L'utilisation : améliorer le service sans perturber les utilisateurs
Pour éviter aux utilisateurs de passer des heures à filtrer des boîtes aux lettres dont la taille est de plus en plus souvent limitée par le service informatique, différentes solutions existent. Le prestataire de services en ligne Jet Multimedia se veut très prosaïque. Sa méthode ? Graver les archives de mails sur CD. L'avantage étant que chacun gère ses propres archives. « En cas de besoin, il suffit de copier le fichier PST [contenant les messages Exchange, NDLR] sur son poste de travail, indique Zahra Essi, chef de produits Internet chez Jet Multimedia. Et, comme outil de recherche, nous employons tout simplement le moteur de recherche intégré à Outlook, que tout le monde sait utiliser. »

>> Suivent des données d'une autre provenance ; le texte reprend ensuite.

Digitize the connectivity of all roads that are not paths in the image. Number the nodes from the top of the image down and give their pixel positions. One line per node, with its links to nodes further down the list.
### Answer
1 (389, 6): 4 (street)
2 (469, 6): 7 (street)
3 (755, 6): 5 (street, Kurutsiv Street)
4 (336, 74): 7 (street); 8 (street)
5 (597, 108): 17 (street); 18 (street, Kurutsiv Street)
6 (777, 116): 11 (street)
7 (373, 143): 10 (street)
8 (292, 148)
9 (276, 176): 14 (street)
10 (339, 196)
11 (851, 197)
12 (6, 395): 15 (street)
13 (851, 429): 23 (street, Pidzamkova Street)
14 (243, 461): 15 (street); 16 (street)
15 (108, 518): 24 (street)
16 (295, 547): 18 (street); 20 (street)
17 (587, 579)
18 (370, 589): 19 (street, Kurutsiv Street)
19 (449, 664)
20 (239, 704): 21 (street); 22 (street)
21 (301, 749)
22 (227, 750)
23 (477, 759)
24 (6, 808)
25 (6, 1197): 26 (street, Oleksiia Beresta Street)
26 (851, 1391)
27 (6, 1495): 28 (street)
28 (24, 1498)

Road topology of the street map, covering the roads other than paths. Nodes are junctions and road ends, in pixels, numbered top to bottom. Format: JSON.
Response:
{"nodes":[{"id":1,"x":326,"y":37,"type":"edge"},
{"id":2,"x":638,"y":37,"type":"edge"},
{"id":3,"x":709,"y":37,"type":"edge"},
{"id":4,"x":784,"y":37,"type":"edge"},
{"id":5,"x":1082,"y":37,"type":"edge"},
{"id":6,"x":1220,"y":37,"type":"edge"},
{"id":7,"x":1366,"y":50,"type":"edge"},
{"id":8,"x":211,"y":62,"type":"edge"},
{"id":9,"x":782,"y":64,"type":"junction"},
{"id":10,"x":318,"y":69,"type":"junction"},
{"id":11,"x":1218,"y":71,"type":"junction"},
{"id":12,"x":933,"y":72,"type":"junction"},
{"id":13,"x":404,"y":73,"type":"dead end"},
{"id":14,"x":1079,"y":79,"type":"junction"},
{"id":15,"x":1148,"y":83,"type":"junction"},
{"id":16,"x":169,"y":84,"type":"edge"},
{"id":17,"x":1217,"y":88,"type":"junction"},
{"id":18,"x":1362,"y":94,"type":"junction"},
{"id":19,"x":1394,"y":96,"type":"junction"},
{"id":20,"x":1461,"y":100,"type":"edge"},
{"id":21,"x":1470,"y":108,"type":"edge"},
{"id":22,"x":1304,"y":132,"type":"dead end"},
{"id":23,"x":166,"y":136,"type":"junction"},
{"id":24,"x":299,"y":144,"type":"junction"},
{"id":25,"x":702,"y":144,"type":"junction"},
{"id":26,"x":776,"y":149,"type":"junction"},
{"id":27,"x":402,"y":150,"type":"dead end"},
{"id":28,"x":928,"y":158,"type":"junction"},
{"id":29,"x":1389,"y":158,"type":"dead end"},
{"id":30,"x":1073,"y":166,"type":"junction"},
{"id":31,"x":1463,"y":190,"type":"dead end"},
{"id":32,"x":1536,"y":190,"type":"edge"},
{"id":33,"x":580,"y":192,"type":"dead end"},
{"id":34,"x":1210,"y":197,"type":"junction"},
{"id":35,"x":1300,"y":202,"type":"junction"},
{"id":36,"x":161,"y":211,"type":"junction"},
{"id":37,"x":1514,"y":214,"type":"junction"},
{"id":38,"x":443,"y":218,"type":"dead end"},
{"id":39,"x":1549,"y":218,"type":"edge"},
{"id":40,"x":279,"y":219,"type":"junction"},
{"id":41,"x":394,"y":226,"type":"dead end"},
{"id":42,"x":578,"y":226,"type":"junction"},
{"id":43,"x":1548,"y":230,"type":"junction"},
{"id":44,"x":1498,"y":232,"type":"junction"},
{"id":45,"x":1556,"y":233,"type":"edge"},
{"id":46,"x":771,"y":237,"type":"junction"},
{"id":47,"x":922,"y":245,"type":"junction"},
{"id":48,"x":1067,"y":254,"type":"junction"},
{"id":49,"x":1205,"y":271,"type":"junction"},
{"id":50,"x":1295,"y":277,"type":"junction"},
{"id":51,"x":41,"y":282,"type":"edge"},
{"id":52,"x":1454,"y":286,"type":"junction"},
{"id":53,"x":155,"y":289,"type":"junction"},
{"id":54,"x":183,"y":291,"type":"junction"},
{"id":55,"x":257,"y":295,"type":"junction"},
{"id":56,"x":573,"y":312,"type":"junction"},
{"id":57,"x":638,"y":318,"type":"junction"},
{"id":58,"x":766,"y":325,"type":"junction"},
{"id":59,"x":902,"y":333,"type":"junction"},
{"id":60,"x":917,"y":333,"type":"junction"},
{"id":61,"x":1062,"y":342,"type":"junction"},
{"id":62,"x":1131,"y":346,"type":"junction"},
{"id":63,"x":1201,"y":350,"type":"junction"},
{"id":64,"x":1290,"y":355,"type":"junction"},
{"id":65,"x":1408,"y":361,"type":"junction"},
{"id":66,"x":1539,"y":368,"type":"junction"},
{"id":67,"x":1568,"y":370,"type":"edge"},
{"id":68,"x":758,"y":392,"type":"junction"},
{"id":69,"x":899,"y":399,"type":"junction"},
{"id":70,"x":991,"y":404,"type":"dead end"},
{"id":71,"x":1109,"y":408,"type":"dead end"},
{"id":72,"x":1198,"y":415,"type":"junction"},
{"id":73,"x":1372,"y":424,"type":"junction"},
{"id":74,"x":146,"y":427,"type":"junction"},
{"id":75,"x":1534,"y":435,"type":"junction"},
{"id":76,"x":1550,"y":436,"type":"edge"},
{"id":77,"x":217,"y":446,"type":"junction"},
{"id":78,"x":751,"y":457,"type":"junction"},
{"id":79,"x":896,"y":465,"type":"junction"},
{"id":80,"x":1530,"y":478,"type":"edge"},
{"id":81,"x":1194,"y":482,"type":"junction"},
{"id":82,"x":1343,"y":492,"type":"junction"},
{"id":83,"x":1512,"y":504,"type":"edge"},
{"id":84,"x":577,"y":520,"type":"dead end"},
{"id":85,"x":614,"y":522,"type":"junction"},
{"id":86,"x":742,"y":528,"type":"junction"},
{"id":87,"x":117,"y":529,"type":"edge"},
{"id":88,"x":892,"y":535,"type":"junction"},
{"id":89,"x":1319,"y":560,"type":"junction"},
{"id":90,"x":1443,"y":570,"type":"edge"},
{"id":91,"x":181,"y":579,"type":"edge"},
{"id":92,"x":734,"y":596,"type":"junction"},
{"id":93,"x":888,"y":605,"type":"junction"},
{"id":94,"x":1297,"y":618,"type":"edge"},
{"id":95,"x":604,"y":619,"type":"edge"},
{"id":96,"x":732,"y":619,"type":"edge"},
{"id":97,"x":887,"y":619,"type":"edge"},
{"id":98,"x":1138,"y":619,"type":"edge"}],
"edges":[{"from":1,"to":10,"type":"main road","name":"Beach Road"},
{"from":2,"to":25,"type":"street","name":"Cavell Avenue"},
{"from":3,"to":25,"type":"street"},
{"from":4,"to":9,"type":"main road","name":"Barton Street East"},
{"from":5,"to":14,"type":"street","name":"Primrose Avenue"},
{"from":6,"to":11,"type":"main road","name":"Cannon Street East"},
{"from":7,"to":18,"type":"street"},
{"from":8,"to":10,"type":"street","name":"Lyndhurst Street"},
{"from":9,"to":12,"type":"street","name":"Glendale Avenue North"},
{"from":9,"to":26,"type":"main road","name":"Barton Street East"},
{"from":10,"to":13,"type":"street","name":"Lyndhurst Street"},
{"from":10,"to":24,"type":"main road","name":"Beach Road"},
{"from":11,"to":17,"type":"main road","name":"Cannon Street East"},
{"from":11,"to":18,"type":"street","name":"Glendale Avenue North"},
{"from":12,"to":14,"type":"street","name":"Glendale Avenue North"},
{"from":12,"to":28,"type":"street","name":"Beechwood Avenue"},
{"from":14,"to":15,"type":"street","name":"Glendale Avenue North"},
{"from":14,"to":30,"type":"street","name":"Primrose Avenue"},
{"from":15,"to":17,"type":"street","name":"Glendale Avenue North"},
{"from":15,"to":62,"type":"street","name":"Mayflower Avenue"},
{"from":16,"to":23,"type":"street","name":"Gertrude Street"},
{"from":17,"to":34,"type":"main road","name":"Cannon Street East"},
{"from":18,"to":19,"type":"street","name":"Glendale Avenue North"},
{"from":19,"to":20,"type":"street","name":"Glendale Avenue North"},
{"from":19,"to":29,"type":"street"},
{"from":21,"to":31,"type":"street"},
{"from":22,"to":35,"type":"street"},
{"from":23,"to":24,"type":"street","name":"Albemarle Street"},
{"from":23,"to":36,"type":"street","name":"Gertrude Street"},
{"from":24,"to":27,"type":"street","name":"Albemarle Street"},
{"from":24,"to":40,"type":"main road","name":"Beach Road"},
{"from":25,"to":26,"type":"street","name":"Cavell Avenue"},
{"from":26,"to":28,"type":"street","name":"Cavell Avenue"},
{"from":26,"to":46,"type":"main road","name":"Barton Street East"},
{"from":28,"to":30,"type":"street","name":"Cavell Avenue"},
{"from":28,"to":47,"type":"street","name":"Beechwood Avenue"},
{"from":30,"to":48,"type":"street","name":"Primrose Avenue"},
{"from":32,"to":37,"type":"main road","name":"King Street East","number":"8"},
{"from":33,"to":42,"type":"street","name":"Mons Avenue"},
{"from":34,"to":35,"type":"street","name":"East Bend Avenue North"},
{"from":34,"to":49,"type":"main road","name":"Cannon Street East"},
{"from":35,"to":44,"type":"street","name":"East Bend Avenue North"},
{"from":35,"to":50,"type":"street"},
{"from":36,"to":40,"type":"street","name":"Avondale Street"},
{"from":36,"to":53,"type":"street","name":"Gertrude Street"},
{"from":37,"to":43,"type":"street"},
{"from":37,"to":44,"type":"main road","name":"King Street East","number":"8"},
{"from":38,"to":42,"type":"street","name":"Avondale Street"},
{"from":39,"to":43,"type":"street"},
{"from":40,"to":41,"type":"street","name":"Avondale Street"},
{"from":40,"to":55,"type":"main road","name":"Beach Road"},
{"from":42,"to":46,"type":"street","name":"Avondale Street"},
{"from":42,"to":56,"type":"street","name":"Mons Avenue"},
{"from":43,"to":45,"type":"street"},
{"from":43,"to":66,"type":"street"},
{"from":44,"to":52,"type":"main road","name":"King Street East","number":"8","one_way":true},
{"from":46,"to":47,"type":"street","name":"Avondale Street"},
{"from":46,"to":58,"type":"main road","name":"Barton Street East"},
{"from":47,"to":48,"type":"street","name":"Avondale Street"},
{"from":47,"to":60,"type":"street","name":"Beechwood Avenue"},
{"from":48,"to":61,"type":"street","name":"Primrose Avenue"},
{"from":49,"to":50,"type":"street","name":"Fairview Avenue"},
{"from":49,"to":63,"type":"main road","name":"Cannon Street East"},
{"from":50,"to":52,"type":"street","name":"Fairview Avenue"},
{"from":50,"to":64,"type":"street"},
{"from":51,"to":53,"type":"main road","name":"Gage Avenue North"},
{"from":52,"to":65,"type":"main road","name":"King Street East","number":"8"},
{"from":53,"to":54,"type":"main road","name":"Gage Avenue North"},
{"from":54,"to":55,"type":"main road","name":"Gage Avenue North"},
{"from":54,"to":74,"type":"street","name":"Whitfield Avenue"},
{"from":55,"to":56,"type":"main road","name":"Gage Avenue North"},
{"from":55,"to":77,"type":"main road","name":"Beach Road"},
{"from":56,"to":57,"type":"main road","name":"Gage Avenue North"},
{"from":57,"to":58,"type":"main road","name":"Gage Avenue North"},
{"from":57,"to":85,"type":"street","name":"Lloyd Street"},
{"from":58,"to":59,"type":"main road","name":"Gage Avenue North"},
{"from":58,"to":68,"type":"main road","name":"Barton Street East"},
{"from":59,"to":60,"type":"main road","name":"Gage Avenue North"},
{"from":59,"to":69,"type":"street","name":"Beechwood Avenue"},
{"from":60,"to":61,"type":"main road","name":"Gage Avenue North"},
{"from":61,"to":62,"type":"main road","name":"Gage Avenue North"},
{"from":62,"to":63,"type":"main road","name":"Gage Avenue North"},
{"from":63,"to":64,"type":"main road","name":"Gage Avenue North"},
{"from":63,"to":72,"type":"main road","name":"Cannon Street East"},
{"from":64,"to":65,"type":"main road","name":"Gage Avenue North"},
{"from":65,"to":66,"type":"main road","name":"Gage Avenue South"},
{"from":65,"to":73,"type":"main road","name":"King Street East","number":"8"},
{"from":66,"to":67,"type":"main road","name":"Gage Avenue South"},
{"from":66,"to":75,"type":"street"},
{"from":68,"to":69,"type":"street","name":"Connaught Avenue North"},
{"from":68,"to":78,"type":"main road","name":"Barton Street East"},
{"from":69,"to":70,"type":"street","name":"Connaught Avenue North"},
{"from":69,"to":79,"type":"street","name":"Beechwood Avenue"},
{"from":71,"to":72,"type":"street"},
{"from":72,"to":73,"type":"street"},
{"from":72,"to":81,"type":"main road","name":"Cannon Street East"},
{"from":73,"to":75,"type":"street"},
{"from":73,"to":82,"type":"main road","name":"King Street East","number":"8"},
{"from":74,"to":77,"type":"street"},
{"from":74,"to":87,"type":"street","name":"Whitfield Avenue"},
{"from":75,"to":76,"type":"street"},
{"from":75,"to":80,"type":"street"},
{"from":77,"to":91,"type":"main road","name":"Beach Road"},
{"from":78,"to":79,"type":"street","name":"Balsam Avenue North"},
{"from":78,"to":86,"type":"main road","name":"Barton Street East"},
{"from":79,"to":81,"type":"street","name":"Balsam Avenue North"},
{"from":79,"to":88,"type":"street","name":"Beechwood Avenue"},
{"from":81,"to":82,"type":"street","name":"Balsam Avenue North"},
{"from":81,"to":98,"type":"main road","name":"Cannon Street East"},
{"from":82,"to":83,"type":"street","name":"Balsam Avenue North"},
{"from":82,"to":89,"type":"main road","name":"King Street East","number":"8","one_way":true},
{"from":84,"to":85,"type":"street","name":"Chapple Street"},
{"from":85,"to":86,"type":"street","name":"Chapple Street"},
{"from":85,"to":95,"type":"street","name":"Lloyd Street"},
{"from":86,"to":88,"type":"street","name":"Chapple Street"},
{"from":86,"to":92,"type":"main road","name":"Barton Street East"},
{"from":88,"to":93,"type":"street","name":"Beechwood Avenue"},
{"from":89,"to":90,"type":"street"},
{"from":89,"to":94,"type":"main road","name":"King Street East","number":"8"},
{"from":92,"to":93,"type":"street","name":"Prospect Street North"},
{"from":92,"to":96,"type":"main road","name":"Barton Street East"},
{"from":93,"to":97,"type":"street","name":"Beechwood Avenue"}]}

Cette façon de faire, si elle résout le problème d'engorgement du serveur, ne permet pas le partage des informations. La structure informatique des centres de formation Ducretet, a choisi un outil plus évolué. « C'est après un problème de spam que nous avons acquis la suite MailEssentials de GFI. J'ai découvert le module MailArchive que j'ai rapidement installé », explique Laurent Bourhis, responsable informatique du réseau Ducretet, qui gère un peu plus de 800 BAL hébergées sur deux serveurs Exchange et Imail répartis sur quatre domaines. « Les mails sont archivés à la volée dans une base SQL , indique Laurent Bourhis. Les utilisateurs disposent d'une interface Web de consultation pour retrouver leurs messages. »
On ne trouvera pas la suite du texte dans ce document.